Statistical Analysis
In the observational study, all statistical analyses were performed with SPSS version 25.0 (SPSS, Inc, Chicago, IL, USA) and R software (R Foundation for Statistical Computing, version 4.1.1), with a P value <0.05 considered statistically significant. For continuous variables, nonparametric test was used for variables with skewed distributions or uneven variances. The mean± standard or the median (interquartile range) was used for general description. The classified variables were expressed by frequency or constituent ratio, and the differences between groups were analyzed by chi-square test. Rank sum test was used to compare the rank data. After adjusting for the confounding factors, a multiple linear regression model was used to evaluate the relationship between SUA and BMD. A multiple logistic regression model was used to evaluate the association of OP with SUA in different quartiles. Restricted cubic spline with five knots at 5th, 35th, 50th, 65th, and 95th centiles was used to model the potential nonlinear association of SUA with BMDs. Linear and nonlinear models were both adjusted with age, BMI, job type ,25(OH)D, ALP, PINP, β-CTX and OST.

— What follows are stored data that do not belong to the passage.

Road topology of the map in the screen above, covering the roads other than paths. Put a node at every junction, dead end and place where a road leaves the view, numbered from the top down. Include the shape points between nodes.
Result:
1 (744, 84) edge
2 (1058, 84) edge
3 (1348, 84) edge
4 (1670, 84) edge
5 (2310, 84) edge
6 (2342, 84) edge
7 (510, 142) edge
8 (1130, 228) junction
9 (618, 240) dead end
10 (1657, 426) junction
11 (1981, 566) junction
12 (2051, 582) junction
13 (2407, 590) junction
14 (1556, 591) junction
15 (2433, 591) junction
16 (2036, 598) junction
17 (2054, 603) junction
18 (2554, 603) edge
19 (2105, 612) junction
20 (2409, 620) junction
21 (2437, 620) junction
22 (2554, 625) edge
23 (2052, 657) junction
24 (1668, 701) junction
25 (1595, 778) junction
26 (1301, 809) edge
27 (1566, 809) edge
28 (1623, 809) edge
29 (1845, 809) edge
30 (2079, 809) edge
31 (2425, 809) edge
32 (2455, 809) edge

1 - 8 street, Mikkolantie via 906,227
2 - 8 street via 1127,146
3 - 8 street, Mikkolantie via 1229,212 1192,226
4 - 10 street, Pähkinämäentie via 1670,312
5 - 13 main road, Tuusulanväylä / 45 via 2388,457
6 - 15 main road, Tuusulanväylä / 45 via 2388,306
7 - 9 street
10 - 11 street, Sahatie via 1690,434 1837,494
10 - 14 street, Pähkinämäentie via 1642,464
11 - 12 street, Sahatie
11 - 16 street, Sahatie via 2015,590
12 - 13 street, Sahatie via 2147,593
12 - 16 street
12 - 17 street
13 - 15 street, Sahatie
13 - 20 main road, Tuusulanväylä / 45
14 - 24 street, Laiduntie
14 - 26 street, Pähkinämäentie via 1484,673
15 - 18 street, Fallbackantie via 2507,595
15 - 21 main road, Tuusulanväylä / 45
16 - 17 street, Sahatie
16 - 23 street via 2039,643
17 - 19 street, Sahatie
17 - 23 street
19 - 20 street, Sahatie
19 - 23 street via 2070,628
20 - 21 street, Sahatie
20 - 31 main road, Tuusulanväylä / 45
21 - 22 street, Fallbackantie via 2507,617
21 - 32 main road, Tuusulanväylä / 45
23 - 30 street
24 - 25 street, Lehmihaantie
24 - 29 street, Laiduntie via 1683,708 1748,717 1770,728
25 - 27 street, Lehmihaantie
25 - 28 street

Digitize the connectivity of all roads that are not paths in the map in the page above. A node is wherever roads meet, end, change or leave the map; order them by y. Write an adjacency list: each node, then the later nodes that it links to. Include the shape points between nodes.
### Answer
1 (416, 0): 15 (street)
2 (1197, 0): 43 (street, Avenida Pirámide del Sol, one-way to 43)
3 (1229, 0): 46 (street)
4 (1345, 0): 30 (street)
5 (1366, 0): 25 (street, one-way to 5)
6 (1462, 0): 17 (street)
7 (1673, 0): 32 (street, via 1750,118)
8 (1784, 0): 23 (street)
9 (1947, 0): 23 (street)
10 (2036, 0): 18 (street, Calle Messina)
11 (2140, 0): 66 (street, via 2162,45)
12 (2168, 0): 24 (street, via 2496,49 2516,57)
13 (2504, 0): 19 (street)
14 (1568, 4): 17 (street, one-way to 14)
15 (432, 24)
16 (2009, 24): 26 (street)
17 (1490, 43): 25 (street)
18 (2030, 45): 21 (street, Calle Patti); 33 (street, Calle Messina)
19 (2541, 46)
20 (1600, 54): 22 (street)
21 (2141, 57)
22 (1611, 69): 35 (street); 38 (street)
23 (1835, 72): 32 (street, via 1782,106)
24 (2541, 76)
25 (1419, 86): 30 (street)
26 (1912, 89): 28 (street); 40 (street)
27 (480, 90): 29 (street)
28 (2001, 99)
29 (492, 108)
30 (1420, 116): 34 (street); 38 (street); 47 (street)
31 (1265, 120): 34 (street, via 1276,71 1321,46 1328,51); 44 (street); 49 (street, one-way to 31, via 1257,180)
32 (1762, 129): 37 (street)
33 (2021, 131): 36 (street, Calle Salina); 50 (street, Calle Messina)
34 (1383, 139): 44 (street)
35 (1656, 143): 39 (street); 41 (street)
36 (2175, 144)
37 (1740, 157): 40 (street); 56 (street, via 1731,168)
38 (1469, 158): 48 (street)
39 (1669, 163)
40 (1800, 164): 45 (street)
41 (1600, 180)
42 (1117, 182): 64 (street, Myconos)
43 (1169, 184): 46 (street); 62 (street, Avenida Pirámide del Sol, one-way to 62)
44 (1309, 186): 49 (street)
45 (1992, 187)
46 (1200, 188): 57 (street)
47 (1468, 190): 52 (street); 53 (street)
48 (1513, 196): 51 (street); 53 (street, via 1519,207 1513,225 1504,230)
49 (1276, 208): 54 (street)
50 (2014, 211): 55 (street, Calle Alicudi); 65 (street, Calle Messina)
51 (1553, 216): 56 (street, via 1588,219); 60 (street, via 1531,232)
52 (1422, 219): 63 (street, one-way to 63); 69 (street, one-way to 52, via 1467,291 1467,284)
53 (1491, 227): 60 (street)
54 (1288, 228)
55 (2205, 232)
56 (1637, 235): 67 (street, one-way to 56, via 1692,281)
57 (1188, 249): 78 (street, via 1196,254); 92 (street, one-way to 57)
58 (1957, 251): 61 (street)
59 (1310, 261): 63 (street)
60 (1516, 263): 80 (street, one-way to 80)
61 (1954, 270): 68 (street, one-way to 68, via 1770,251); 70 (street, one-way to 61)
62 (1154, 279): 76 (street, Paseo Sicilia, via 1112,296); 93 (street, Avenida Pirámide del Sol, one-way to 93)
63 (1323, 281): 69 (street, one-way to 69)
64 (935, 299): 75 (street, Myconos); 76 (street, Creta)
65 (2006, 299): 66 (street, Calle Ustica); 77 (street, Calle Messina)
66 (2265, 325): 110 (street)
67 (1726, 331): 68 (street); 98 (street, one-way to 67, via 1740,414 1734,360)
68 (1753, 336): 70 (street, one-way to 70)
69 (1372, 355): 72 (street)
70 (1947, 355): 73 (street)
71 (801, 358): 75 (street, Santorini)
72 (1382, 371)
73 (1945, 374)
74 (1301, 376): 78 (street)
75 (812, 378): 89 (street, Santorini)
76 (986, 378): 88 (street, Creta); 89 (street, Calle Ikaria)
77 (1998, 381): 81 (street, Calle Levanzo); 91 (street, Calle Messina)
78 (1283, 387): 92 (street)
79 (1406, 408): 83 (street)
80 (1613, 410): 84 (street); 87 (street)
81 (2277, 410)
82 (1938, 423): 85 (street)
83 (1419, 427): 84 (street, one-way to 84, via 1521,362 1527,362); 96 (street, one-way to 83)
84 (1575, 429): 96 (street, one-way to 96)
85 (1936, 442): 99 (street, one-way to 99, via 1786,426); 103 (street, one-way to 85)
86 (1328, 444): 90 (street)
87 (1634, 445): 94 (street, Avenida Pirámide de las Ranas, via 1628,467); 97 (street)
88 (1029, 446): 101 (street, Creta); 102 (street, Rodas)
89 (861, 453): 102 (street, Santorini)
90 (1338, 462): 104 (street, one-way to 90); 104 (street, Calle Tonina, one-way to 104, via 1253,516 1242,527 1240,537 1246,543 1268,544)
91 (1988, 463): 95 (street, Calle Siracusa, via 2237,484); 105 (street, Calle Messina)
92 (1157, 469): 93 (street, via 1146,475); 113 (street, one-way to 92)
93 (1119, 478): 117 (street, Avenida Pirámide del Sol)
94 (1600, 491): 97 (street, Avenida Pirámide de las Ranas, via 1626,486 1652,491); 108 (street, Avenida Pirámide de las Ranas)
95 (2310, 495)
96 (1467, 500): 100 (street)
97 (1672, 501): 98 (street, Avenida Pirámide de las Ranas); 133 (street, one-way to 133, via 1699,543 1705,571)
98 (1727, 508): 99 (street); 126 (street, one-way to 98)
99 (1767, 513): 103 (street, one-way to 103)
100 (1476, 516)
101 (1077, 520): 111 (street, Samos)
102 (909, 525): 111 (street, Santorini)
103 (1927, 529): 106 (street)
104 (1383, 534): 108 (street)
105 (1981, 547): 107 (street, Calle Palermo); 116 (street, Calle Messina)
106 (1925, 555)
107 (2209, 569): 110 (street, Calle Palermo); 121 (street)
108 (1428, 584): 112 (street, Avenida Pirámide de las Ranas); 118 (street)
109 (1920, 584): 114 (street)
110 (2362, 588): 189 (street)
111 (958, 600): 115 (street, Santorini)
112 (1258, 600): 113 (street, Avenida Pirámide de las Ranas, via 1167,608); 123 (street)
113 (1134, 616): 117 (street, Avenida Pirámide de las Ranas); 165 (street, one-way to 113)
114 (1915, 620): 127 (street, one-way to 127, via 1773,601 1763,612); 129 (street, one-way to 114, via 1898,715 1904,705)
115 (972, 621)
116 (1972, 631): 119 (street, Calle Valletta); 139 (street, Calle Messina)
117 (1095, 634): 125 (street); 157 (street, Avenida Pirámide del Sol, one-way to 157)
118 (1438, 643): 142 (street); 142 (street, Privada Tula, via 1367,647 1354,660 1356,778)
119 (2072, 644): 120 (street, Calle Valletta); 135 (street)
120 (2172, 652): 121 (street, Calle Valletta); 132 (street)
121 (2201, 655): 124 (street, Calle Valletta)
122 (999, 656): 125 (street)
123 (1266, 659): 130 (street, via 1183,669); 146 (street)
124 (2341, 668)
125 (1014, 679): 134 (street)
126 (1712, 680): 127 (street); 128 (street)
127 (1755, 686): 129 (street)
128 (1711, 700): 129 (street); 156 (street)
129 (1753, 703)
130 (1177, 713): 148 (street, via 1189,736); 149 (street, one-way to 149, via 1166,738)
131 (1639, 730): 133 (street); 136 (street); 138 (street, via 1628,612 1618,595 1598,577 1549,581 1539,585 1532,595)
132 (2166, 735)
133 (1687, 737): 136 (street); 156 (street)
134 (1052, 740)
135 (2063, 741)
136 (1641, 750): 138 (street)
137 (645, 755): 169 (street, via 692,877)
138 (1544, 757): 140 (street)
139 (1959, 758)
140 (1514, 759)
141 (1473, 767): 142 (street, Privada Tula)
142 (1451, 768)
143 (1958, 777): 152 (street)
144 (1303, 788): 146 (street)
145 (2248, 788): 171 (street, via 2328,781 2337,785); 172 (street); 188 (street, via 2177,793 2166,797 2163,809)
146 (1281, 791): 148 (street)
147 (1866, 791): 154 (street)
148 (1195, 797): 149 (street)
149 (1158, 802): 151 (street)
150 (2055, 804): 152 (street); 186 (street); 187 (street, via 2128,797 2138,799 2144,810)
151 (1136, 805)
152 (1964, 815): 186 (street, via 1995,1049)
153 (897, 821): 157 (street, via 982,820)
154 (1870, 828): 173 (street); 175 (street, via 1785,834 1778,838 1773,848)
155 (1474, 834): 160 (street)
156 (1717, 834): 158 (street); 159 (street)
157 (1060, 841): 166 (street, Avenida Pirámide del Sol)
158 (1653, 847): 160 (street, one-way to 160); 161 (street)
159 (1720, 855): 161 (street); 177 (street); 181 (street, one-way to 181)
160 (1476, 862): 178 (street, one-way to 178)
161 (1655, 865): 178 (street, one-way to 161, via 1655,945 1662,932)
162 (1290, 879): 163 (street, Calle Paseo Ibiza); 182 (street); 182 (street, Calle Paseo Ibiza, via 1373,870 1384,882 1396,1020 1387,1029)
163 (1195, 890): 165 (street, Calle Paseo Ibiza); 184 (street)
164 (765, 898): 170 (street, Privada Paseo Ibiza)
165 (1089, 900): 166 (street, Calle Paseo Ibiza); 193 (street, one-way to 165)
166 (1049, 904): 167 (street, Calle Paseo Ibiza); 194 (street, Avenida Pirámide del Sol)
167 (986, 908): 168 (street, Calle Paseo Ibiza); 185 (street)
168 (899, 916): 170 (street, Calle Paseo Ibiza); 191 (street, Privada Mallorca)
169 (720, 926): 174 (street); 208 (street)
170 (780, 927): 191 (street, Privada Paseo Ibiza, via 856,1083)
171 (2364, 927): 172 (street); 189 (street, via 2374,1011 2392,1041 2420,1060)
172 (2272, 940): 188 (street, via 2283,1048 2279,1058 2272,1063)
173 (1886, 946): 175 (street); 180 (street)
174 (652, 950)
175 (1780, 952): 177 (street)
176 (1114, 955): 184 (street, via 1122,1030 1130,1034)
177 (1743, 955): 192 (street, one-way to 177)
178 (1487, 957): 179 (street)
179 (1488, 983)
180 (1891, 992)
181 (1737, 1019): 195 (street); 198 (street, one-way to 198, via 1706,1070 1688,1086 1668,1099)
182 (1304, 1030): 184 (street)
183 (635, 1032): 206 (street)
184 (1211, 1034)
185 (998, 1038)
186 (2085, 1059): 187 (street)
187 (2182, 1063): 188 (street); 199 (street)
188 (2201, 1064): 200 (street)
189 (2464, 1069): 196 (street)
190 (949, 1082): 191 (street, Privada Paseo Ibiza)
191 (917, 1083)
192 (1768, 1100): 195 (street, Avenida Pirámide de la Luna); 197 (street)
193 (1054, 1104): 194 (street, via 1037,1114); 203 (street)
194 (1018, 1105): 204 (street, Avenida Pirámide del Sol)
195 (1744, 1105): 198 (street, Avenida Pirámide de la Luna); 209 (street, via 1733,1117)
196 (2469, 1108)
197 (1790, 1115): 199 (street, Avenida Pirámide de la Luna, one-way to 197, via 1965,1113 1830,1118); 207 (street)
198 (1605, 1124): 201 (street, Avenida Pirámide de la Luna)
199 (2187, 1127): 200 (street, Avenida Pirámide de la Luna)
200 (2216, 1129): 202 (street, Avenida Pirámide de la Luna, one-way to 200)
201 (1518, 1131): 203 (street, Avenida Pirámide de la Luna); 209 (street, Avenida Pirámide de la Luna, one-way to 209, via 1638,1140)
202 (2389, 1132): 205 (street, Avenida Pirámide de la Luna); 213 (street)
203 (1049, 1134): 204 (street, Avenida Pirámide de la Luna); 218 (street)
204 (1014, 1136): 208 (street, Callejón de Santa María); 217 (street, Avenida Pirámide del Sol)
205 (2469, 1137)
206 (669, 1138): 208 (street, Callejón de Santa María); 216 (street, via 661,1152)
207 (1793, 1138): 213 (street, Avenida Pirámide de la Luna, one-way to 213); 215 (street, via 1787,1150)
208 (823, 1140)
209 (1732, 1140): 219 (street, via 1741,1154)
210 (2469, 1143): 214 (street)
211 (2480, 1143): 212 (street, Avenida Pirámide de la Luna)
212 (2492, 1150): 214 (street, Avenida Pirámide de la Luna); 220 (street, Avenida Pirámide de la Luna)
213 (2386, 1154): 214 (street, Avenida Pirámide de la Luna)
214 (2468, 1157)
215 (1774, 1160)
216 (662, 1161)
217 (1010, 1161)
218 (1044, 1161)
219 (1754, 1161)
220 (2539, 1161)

In the two-sample MR study, the Mendelian randomization estimates for the associations of SUA concentrations with total body BMD were obtained using the inverse-variance weighted meta-analysis (IVW) complemented with the MR-Egger, weighted median, simple mode and weighted mode methods. To eliminate the heterogeneity in each SNP outcome (P values for Cochran’s Q test < 0.05), IVW method was implemented. To define the direction of causality, we further performed the Steiger test. In the sensitivity analysis, to assess the influence of potential pleiotropy on the causal effect, we adopted the MR-Egger method to detect heterogeneity. To identify influential SNPs, we performed a “leave-one-out” sensitivity analysis. All analyses were conducted using the R package “Two Sample MR”.